ねこやすの不思議雑記

怖い、不思議 気になる世界の話

怖い話 「連れてきちゃった」



 


ある一人暮らしのOLさんが体験した話。

 

 その頃、彼女は仕事がとても忙しく、毎日終電ぎりぎりまで仕事をし、へとへとになって帰宅する、という生活が続いていた。

 

 その日も深夜に近い時間に自宅の最寄駅を降り、くたくたになりながら帰路についていたところ、携帯電話に着信があった。相手は、近くに住む学生時代からの仲の良い友人だったのだが、こんな時間にかけてくるのは珍しい。
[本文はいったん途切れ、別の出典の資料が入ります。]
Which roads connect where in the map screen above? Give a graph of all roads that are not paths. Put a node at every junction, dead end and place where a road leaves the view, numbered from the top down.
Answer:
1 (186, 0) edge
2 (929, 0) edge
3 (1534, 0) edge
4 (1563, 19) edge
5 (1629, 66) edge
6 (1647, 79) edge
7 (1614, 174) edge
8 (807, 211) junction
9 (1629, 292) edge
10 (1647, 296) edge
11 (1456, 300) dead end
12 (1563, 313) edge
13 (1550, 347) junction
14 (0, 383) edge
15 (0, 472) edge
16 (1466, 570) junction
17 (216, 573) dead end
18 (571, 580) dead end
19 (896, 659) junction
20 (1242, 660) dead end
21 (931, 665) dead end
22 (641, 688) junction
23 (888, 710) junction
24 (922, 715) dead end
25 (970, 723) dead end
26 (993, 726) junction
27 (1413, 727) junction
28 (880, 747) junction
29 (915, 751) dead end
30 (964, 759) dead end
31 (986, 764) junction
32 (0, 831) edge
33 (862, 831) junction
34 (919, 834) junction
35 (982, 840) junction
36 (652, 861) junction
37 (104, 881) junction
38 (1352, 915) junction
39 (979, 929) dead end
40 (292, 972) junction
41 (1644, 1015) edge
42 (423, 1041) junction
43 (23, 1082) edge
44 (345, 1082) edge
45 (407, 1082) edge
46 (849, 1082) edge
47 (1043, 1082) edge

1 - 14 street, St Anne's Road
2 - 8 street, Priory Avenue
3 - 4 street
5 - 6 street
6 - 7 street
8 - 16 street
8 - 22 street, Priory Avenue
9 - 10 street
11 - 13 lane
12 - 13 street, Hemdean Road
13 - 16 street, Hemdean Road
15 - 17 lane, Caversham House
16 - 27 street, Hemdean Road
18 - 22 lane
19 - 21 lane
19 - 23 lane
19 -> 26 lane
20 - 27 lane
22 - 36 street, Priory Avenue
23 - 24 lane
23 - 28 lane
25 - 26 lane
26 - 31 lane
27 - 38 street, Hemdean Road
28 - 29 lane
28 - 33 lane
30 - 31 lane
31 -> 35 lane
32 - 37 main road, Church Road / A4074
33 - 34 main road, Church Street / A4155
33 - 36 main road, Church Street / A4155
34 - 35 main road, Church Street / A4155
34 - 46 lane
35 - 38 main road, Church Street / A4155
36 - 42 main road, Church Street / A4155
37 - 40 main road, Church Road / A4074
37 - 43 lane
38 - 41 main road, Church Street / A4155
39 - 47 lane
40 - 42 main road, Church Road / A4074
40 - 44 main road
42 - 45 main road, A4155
彼女は嫌な予感がした。

 

 というのも、彼女には昔からいわゆる霊感というものがあり、そういったことに関する相談を受けるという事がときどきあった。

 

 正直、疲れ果てていたので電話に出るのをためらったが、結局仲の良い友達を無視することはできず電話にでた。すると案の定、友人は家が大変なことになっている、お願いだからきてほしい、こういう事を相談できるのはあなたしかいないと頼みこまれた。

 

 友人宅につくと、たしかに大変なありさまだった。 

 

 床には割れた食器や物が散乱し、室内には、パシッ、ビシッというラップ音が鳴っている。棚の戸がひとりでに開いて食器が飛び出して床に落ちたり、本棚から本が飛び出して床に落ちたり。

 

 途方に暮れている友人を落ち着かせ、彼女は自分が知っている、こういう時に使える対処法をいくつか試して、現象をおさめる事ができた。

 

 感謝する友人をあとに、やっとのことで自宅のドアを開けた瞬間、何とも言えない嫌な感じがし、経験から、ああこれは連れてきちゃったな…と確信した。

 

 疲れて早く寝たかったので、あれこれ試す気にもなれず、彼女は自分の寝所に結界をはって寝てしまうことにした。結界の方法にも色々あるらしいのだか、その時彼女が使った結界は、鏡を使った方法だった。

 

 まず家中の鏡をかき集め、自分の寝所を囲む、そしてそれら一つ一つに念を込め、つないでいく。

 

 結界を作り終えると寝所に倒れ込み、寝てしまった。

 

 どのくらい寝たのか、ふと目が覚めた。ぼーっと暗い天井を見上げていると、暗闇の中で何かがうごめいていた、何だろうと見ているうちに、だんだん暗闇に目が慣れてきて、それが何かわかった。

 

 腕だった。

 

 人間の、手から肩ぐらいまでの、太い裸の腕が何もない空中からぬっと生えていて、ばたばたと動いている。

 

 えー、何これ…と思っていると、腕は何もない空間ににゅっと引っ込んで消え、すぐ近くで床の上を何かが移動するような、カーペットがこすれる、ず…ず…という音がして、また別の方向から腕が生え、ばたばたと動きだす。それをくり返している。

 

 彼女は必死に自分の置かれている状況を考え、答えに至った。

 

 結界だ。きっとこの結界はもっとたくさんの鏡を使って隙間なく囲わなきゃいけないのだろう、けど一人暮らしの自分の部屋にそんなにたくさん鏡があるわけもなく、鏡と鏡の間に間隔が空いているのだ、だから結界も、バリアーのようなものじゃなく鉄格子のように隙間が空いていて、こいつはその隙間を見つけては腕を突っ込んで手探りし、何もないとわかると移動してまた隙間に腕を突っ込んでばたばたと探る、それを延々と繰り返しているのだ。

 

 結局朝まで一睡もできず、外が明るくなってきた頃にそいつは消えたそうだ。